→ **WHAT THIS TASK INVOLVES**: Please retype the line that contains "ring pip: (529, 257)" and all lines that follow it to the end of the entries below, exactly as they stand, with nothing added.

□ □ □ □ □

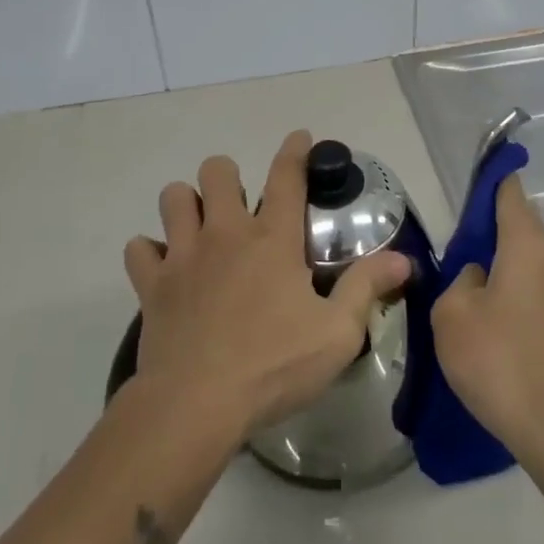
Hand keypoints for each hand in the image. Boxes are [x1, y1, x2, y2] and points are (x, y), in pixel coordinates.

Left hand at [123, 131, 411, 442]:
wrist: (195, 406)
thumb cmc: (273, 366)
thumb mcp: (337, 333)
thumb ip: (367, 287)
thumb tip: (404, 259)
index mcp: (273, 239)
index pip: (287, 177)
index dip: (294, 150)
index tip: (299, 137)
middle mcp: (226, 233)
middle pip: (217, 171)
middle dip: (227, 177)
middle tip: (239, 206)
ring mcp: (183, 255)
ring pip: (173, 197)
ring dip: (186, 204)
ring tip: (200, 227)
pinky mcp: (152, 284)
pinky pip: (140, 249)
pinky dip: (150, 252)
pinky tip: (164, 268)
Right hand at [431, 174, 543, 460]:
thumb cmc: (495, 357)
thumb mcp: (452, 312)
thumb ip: (460, 279)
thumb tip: (479, 277)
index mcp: (526, 244)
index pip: (510, 192)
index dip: (493, 178)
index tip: (477, 175)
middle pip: (522, 223)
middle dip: (492, 226)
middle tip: (458, 245)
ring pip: (529, 257)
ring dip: (503, 261)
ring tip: (469, 286)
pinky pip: (536, 286)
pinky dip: (514, 287)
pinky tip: (491, 317)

□ □ □ □ □

→ **SOLUTION FOR THIS TASK**:
ring pip: (529, 257)
ring dip: (503, 261)
ring tip: (469, 286)
pinky pip: (536, 286)
pinky dip: (514, 287)
pinky tip: (491, 317)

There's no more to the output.